Stored data entries
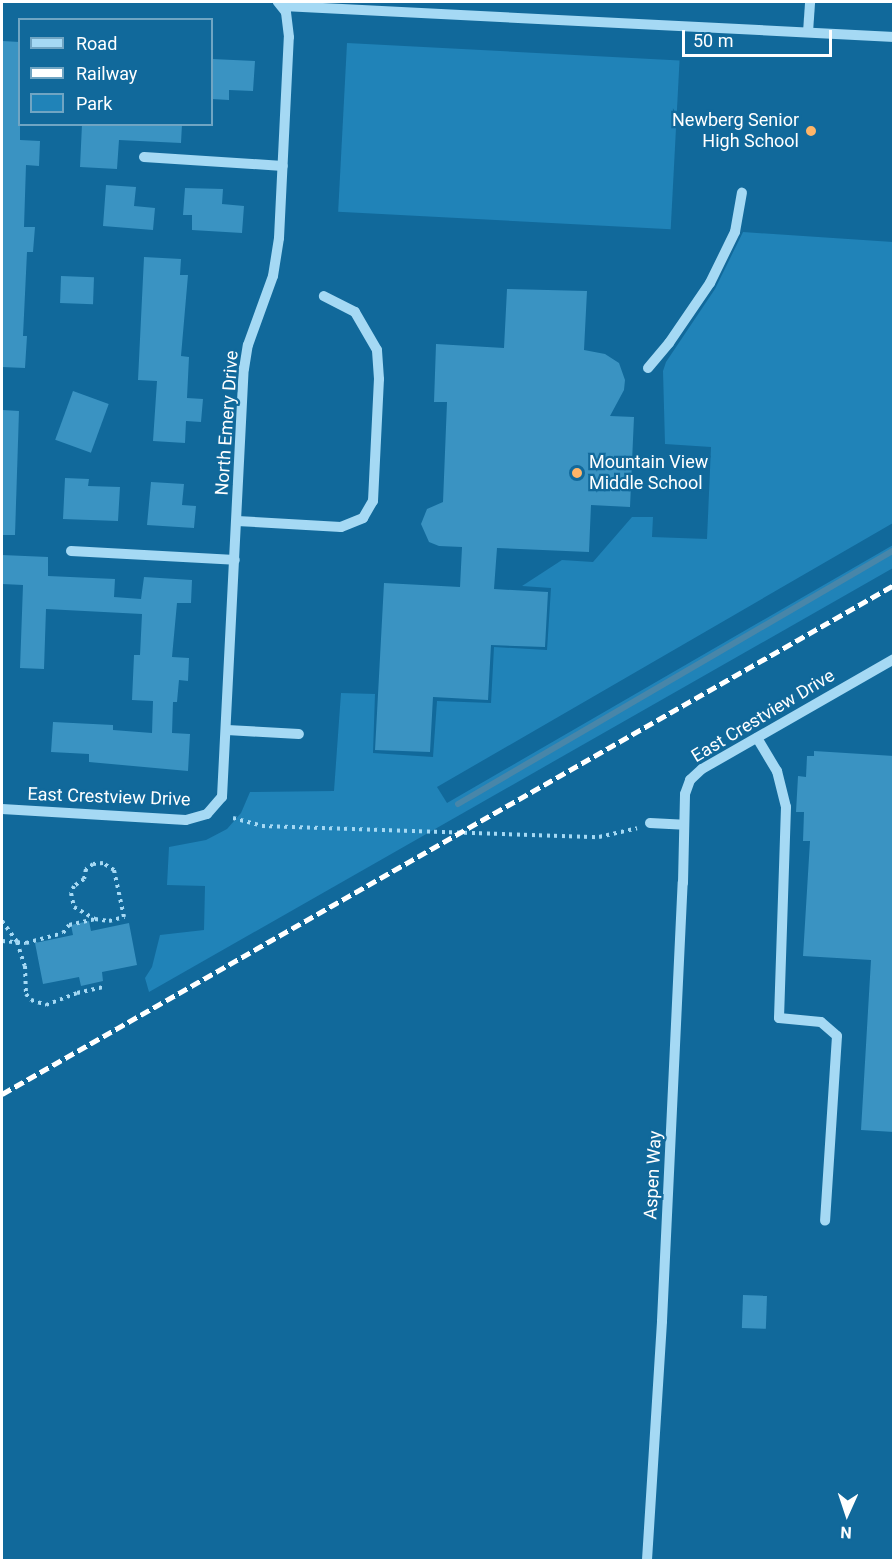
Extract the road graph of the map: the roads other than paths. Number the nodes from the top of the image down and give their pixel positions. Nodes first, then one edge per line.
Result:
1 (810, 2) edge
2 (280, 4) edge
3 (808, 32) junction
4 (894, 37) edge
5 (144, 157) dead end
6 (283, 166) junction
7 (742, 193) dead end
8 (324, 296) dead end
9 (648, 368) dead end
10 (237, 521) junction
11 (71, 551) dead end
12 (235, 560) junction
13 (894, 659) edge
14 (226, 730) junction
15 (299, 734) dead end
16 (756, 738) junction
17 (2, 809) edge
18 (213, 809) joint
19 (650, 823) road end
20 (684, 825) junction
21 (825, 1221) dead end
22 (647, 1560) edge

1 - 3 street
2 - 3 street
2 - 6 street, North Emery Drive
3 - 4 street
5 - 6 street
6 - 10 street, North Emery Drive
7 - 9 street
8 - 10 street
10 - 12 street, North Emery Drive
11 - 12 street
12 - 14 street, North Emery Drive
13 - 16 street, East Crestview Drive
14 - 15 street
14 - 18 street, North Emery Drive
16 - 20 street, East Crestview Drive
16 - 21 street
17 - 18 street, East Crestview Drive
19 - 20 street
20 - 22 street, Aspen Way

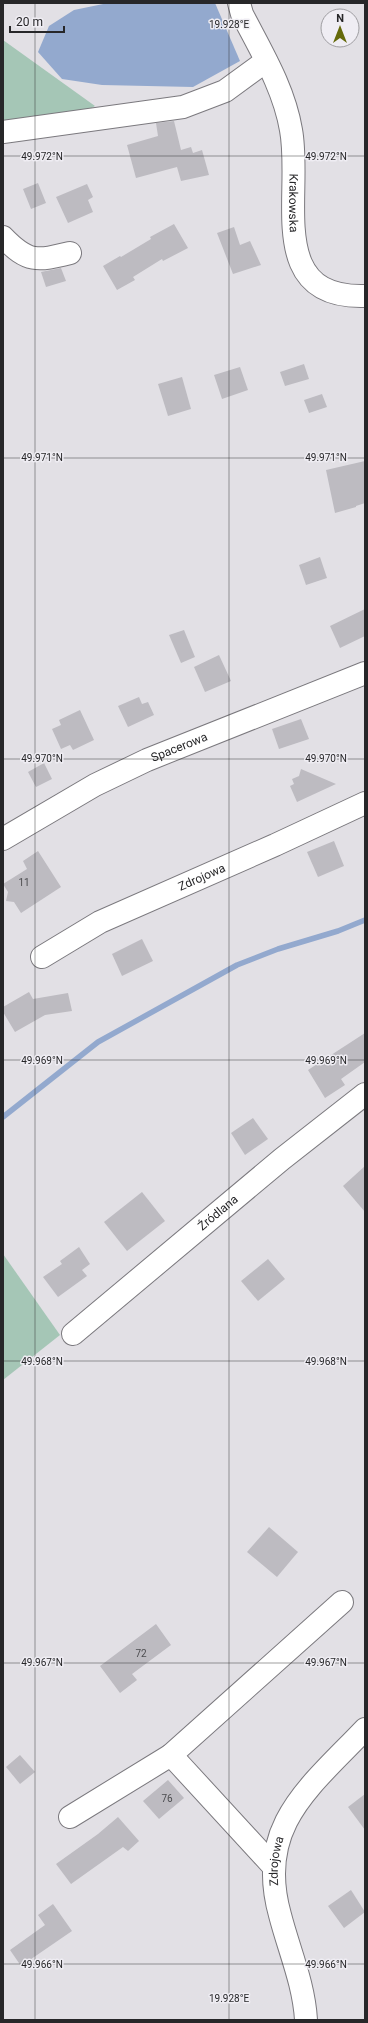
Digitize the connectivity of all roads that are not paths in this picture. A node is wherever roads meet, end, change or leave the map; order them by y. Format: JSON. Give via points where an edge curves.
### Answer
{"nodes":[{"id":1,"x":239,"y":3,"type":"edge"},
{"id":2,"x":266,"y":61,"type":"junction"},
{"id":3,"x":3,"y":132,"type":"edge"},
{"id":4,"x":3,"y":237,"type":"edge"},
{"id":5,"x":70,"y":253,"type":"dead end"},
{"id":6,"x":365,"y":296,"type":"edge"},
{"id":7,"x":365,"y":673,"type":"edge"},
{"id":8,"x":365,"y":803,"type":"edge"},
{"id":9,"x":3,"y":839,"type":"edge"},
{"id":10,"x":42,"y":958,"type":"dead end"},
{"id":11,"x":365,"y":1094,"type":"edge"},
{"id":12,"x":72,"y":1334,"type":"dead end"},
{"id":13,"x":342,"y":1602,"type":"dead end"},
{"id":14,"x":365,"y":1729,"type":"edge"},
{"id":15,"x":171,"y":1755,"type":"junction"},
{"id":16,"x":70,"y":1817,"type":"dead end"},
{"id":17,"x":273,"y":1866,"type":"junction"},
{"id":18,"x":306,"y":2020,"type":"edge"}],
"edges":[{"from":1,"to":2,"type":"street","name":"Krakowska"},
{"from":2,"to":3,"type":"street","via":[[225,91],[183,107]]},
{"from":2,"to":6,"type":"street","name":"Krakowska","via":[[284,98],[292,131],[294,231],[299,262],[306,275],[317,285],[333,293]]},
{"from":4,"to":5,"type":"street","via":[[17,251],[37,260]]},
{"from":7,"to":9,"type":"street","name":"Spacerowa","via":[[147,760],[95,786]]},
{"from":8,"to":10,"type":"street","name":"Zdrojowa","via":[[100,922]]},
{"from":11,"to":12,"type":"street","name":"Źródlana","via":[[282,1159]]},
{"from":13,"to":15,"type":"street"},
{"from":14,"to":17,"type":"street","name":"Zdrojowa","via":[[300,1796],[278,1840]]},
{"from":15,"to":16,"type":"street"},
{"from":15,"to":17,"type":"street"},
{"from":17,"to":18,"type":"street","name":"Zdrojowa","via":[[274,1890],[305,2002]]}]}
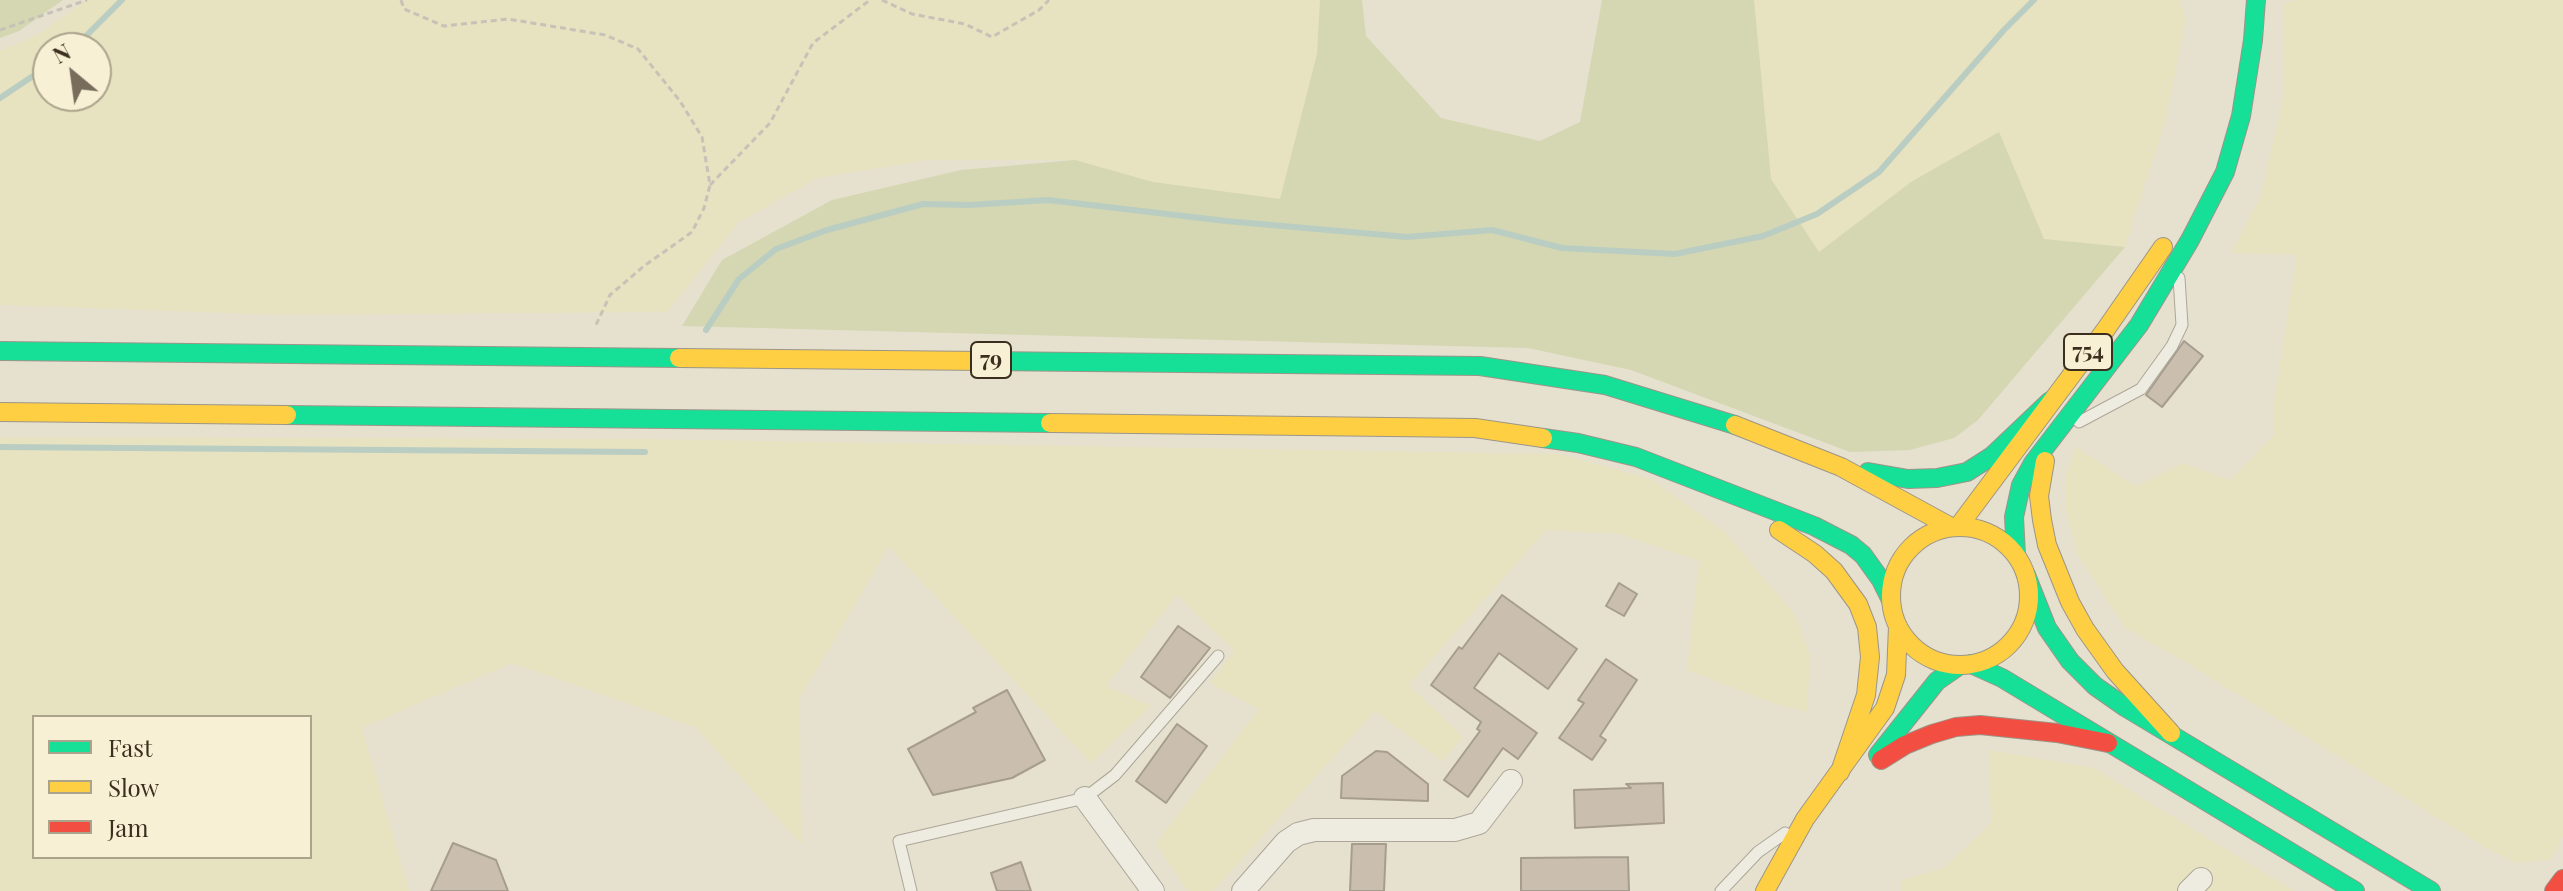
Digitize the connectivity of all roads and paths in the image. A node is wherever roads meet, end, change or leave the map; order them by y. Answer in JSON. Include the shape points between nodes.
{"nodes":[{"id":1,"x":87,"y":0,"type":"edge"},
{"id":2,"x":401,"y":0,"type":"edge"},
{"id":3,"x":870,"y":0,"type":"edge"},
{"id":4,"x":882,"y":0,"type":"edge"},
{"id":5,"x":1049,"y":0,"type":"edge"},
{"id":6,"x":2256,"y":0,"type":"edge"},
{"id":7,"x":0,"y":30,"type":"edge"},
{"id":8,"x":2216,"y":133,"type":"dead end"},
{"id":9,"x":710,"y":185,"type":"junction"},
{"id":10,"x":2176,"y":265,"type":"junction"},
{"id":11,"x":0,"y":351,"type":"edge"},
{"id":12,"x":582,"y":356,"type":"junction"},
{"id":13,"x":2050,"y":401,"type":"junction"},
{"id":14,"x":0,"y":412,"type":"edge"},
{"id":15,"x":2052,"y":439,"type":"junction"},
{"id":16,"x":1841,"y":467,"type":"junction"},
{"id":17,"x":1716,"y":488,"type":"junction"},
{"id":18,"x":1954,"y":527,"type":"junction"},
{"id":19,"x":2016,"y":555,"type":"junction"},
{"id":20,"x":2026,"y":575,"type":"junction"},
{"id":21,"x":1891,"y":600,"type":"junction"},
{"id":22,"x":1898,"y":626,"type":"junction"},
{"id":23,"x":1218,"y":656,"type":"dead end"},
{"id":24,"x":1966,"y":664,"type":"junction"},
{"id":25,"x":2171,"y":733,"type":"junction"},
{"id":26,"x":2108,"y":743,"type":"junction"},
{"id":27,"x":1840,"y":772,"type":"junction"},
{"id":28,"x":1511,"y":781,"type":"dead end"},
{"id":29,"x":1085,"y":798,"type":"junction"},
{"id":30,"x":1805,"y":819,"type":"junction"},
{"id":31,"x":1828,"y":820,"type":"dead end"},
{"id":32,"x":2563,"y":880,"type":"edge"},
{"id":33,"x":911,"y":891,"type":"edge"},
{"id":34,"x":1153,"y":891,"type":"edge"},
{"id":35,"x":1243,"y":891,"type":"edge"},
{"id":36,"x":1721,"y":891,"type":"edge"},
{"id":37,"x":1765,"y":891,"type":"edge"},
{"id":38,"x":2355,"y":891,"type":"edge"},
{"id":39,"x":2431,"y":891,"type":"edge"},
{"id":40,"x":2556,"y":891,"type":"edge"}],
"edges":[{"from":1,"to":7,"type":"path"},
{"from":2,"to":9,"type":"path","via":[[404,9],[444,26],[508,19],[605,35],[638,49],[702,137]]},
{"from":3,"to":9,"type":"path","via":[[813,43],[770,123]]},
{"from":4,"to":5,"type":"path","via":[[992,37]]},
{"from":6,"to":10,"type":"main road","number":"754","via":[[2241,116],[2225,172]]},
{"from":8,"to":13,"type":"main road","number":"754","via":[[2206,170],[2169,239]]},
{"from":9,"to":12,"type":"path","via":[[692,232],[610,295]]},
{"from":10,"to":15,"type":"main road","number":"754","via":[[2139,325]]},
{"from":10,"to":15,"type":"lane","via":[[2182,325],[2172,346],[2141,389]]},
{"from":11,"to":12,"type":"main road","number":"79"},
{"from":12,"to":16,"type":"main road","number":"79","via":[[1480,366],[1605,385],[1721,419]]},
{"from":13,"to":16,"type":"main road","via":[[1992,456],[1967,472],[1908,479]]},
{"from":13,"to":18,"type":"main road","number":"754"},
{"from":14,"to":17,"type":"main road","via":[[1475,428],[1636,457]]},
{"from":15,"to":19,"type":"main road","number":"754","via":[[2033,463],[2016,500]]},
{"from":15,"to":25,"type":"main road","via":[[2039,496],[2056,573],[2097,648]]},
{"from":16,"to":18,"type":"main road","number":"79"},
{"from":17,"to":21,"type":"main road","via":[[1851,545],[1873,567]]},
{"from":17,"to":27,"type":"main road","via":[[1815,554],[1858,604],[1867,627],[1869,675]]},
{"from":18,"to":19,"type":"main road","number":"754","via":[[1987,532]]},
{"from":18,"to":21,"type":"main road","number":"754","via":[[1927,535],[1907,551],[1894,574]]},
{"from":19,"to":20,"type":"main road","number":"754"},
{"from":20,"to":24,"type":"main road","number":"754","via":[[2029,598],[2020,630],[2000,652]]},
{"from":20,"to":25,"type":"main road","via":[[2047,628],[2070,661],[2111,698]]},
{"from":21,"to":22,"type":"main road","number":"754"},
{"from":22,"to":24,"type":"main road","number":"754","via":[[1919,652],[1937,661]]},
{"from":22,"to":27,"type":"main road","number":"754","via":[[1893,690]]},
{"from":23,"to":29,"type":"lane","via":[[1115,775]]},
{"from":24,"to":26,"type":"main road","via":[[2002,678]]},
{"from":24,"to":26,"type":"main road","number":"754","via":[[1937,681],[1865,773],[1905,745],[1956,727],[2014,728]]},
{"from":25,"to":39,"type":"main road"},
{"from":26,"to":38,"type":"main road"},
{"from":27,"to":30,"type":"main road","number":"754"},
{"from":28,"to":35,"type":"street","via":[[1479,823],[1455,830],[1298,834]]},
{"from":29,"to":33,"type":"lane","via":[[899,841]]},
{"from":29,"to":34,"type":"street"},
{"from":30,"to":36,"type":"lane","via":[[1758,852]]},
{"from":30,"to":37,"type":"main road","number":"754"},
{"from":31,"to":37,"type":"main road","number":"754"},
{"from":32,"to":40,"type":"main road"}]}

• [Try it]:
Using the data above, count the lines where "Crestview" appears. Reply with the number only.

• [Solution for this exercise]:
3